Подходим к Босфору. Серая, тусклая погода, но всё-таки оба берега очень красивы. Лиственные деревья уже голые, но трава местами совсем зелёная. На фоне неба чернеют какие-то старинные укрепления. По обеим сторонам прохода — белые маяки. Виднеются деревушки с красными черепичными крышами. Множество лодок с рыболовами-турками.
— Селям-алейкюм, — кричат с парохода. — Алейкюм селям, — отвечают турки, с любопытством рассматривая переполненный зелёными шинелями «Херсон». Поднимаем на передней мачте французский флаг. Он долго не развёртывается. В толпе офицеров и солдат острят: «Стыдится французский флаг подниматься на русском пароходе».
Грозно черневшая на вершине скалы зубчатая стена оказывается по мере приближения парохода развалинами крепости Кал аки. Рядом с ней — современная, совершенно прозаическая батарея. Насколько можно судить, форты Босфора совершенно неприступны. Стоянка у карантина очень непродолжительная. Подходят катера с французами, англичанами и турками, играющими, по-видимому, чисто декоративную роль в своей собственной стране. Несколько вопросов — есть ли больные, раненые, мёртвые, и мы, подняв якоря, «разворачиваемся» и идём дальше. Картина поразительно красивая и совсем нерусская — пинии, кипарисы, минареты и вперемежку с ними роскошные европейские виллы.
Темнеет, зажигаются бесчисленные огни, и мы, как зачарованные, любуемся картиной доброго времени — больше всего залитыми электрическим светом пароходами (значит, «уголь есть» и «лампочки не реквизированы»). Среди старинных башен Константинопольского предместья — опять-таки залитый электричеством громадный отель, снующие по берегу давно не виданные трамваи, какой-то ресторан, полный тропической зелени… Словом, перед нами вечерняя жизнь роскошного международного города, бесконечно далёкого от наших кошмаров, и она производит прямо-таки подавляющее впечатление на солдат. Сначала слышались сокрушительные воздыхания: «Одни мы, дураки, шесть лет вшей кормим, а люди живут»… а потом все замолчали и любовались морем огней громадного города и таким же морем огней союзного флота на рейде. Огненной сказкой промелькнул Константинополь… вышли в Мраморное море и бросили якорь вблизи Скутари».

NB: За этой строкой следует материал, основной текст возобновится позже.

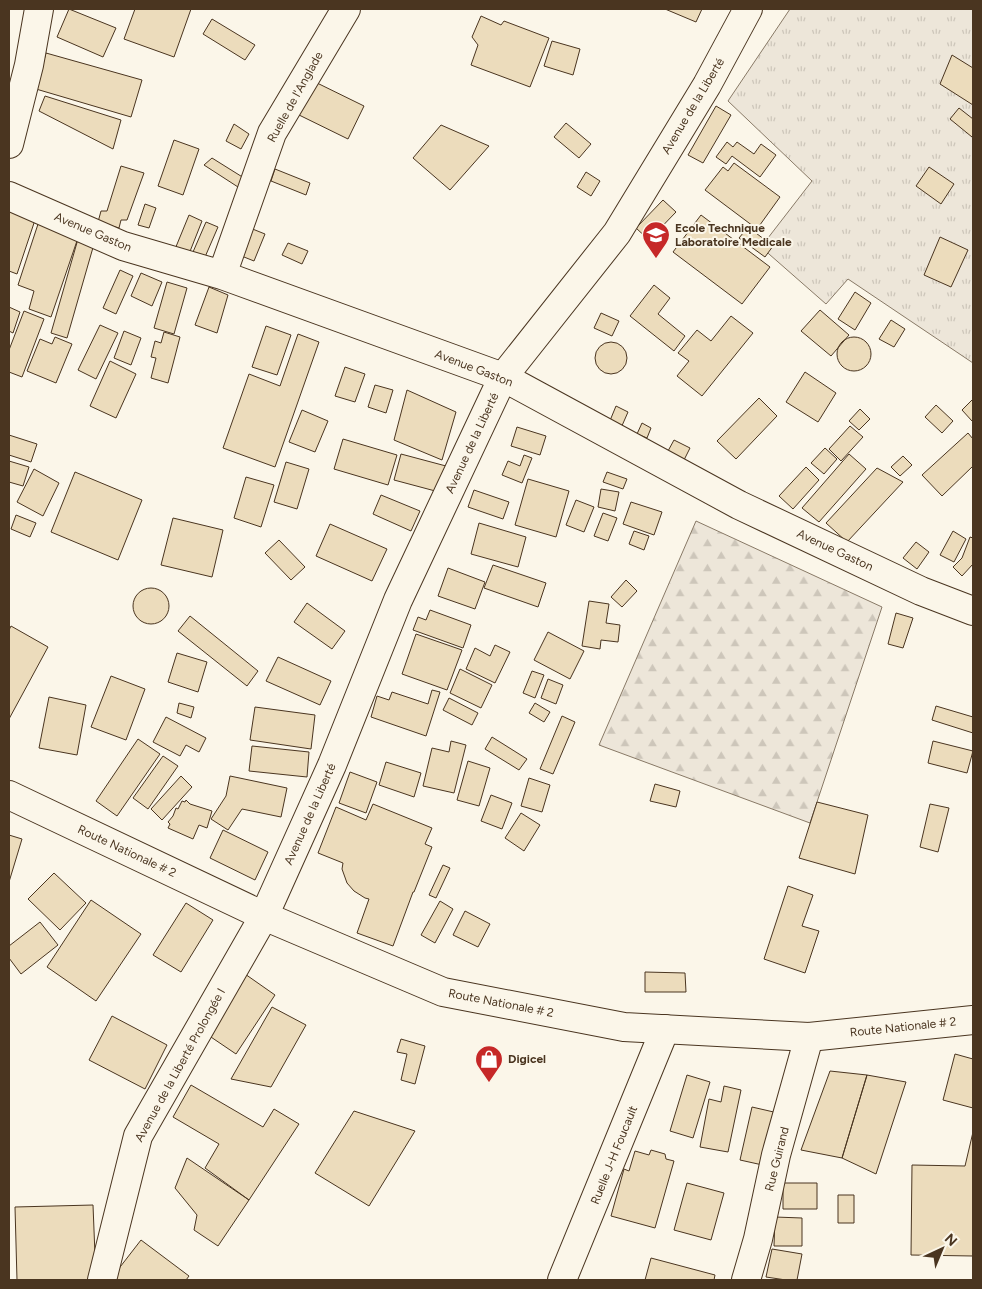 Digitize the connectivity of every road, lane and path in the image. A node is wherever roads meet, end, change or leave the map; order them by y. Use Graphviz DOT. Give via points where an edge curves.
graph roads {
  1 [pos="39,9"];
  2 [pos="346,9"];
  3 [pos="748,9"];
  4 [pos="9,144"];
  5 [pos="9,196"];
  6 [pos="222,275"];
  7 [pos="503,377"];
  8 [pos="973,611"];
  9 [pos="9,796"];
  10 [pos="264,916"];
  11 [pos="973,1020"];
  12 [pos="665,1030"];
  13 [pos="809,1037"];
  14 [pos="102,1280"];
  15 [pos="562,1280"];
  16 [pos="746,1280"];
  1 -- 4 [label="street"];
  2 -- 6 [label="street, Ruelle de l'Anglade" via="272,133"];
  3 -- 7 [label="street, Avenue de la Liberté" via="707,85 617,232"];
  5 -- 6 [label="street, Avenue Gaston" via="123,246"];
  6 -- 7 [label="street, Avenue Gaston"];
  7 -- 8 [label="street, Avenue Gaston" via="739,505 921,591"];
  7 -- 10 [label="street, Avenue de la Liberté" via="398,600 332,765"];
  9 -- 10 [label="street, Route Nationale # 2"];
  10 -- 12 [label="street, Route Nationale # 2" via="443,992 624,1027"];
  10 -- 14 [label="street, Avenue de la Liberté Prolongée I" via="138,1136"];
  11 -- 13 [label="street, Route Nationale # 2"];
  12 -- 13 [label="street, Route Nationale # 2"];
  12 -- 15 [label="street, Ruelle J-H Foucault"];
  13 -- 16 [label="street, Rue Guirand"];
} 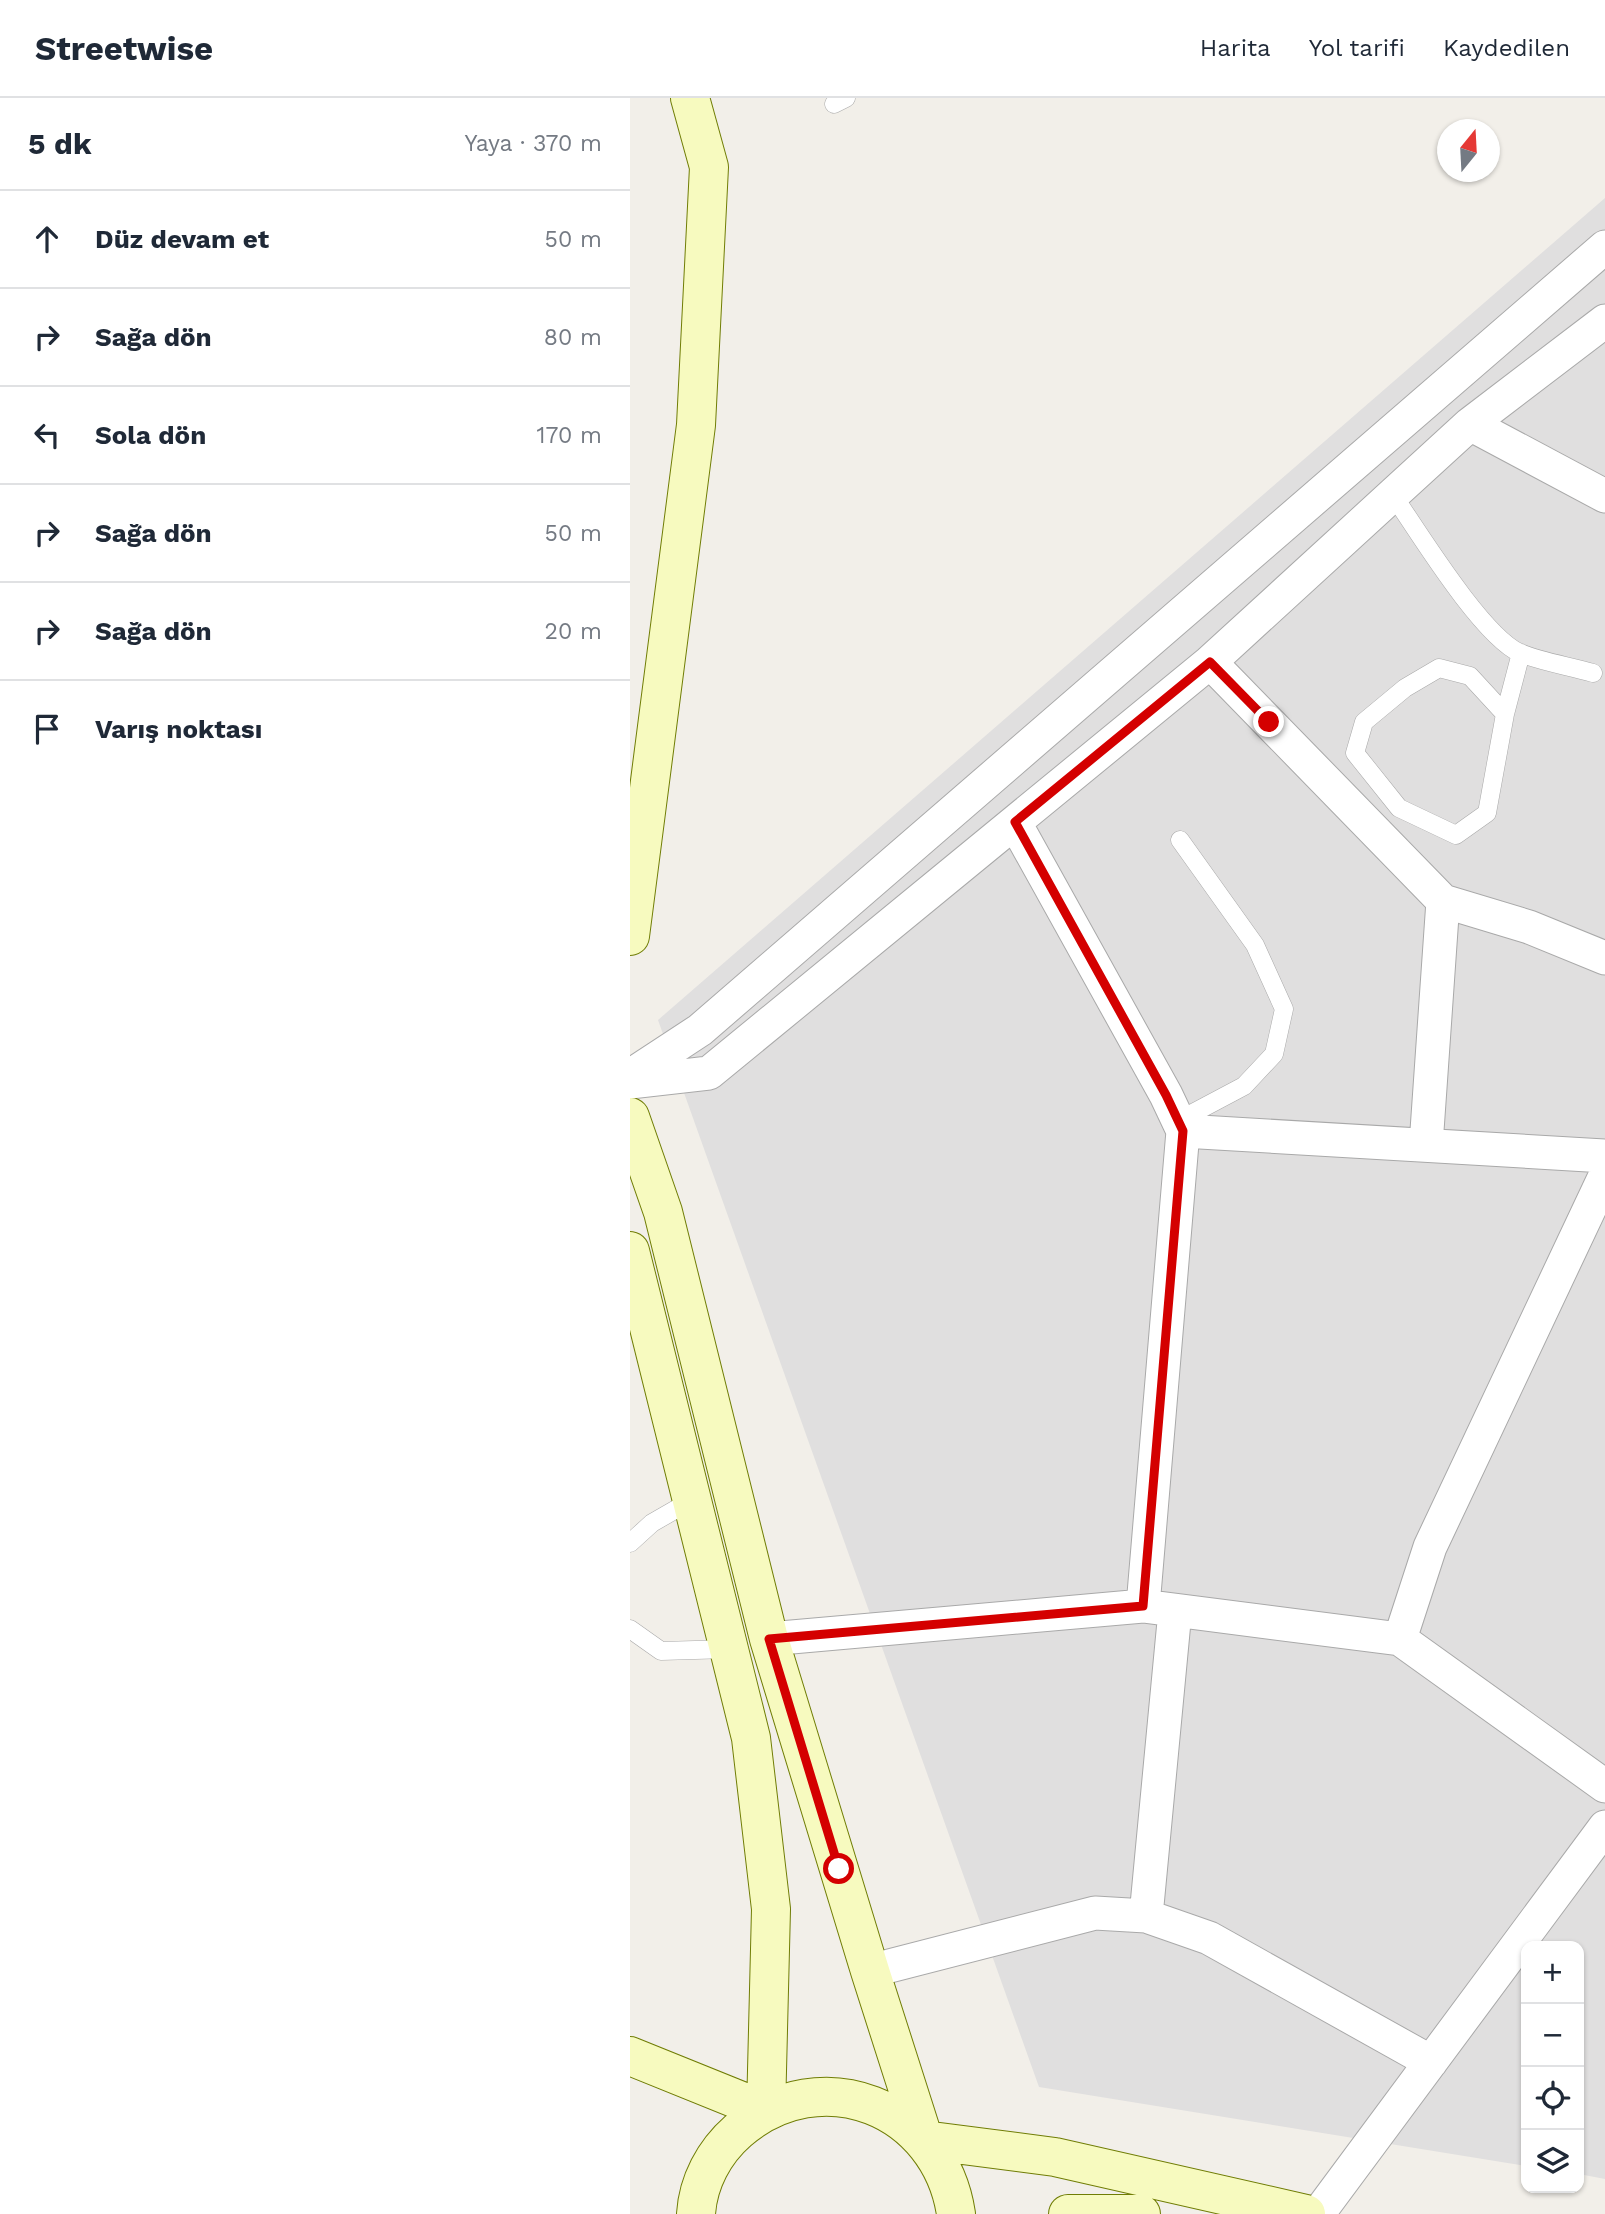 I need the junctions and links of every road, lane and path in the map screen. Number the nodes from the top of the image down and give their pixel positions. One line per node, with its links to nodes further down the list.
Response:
1 (690, 98): 14 (street)
2 (1605, 247): 16 (street)
3 (1605, 321): 4 (street)
4 (1470, 424): 5 (street); 6 (street)
5 (1393, 495): 7 (lane); 8 (street)
6 (1605, 496)
7 (1521, 653): 9 (lane); 10 (lane)
8 (1210, 662): 11 (street); 13 (street)
9 (1592, 673)
10 (1504, 714): 10 (lane)
11 (1015, 822): 17 (street); 19 (street)
12 (1180, 840): 19 (lane)
13 (1443, 901): 15 (street); 20 (street)
14 (630, 936)
15 (1605, 958)
16 (630, 1076)
17 (630, 1082)
18 (630, 1117): 28 (street)
19 (1181, 1126): 20 (street); 26 (street)
20 (1426, 1145): 21 (street)
21 (1605, 1156)
22 (1605, 1176): 29 (street)
23 (630, 1251): 24 (street)
24 (692, 1500): 25 (lane); 30 (street)
25 (630, 1543)
26 (1159, 1608): 28 (street); 29 (street); 33 (street)
27 (630, 1629): 30 (lane)
28 (769, 1639): 34 (street)
29 (1400, 1639): 31 (street)
30 (729, 1649): 37 (street)
31 (1605, 1786)
32 (1605, 1827): 36 (street)
33 (1146, 1916): 34 (street); 36 (street)
34 (870, 1971): 38 (street)
35 (630, 2056): 37 (street)
36 (1431, 2062): 44 (street)
37 (766, 2111): 38 (street); 39 (street)
38 (924, 2140): 40 (street); 43 (street)
39 (696, 2214)
40 (957, 2214)
41 (1068, 2214): 42 (street)
42 (1141, 2214)
43 (1306, 2214)
44 (1318, 2214)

Прибыв в Константинополь, генерал Слащёв переехал с «Ильи Муромца» на «Алмаз». Следом за ним там появился генерал Кутепов.
«Последний страшно возмущался Врангелем и заявил, что нам нужно как-нибудь на это реагировать, — припомнит Яков Александрович. — Мне пришлось ему сказать, что одинаково надо возмущаться и им самим, а мой взгляд, что армия больше, по-моему, не существует.
Кутепов возмущался моими словами и всё сваливал на Врангеля. Я ему на это ответил: «Конечно, его вина больше, чем твоя, но это мне совершенно безразлично: я всё равно ухожу, отпустят меня или нет. Я даже рапорта подавать не буду, чтобы мне опять не делали препон, а только подам заявление, что я из армии выбыл: мои 7 ранений (5 в германскую и 2 в гражданскую войну) дают мне на это право, об этом ты передай Врангелю». Тогда Кутепов заявил: «Раз ты совершенно разочаровался, то почему бы тебе не написать Врангелю о том, что ему надо уйти? Нужно только выставить кандидата, хотя бы меня, как старшего из остающихся».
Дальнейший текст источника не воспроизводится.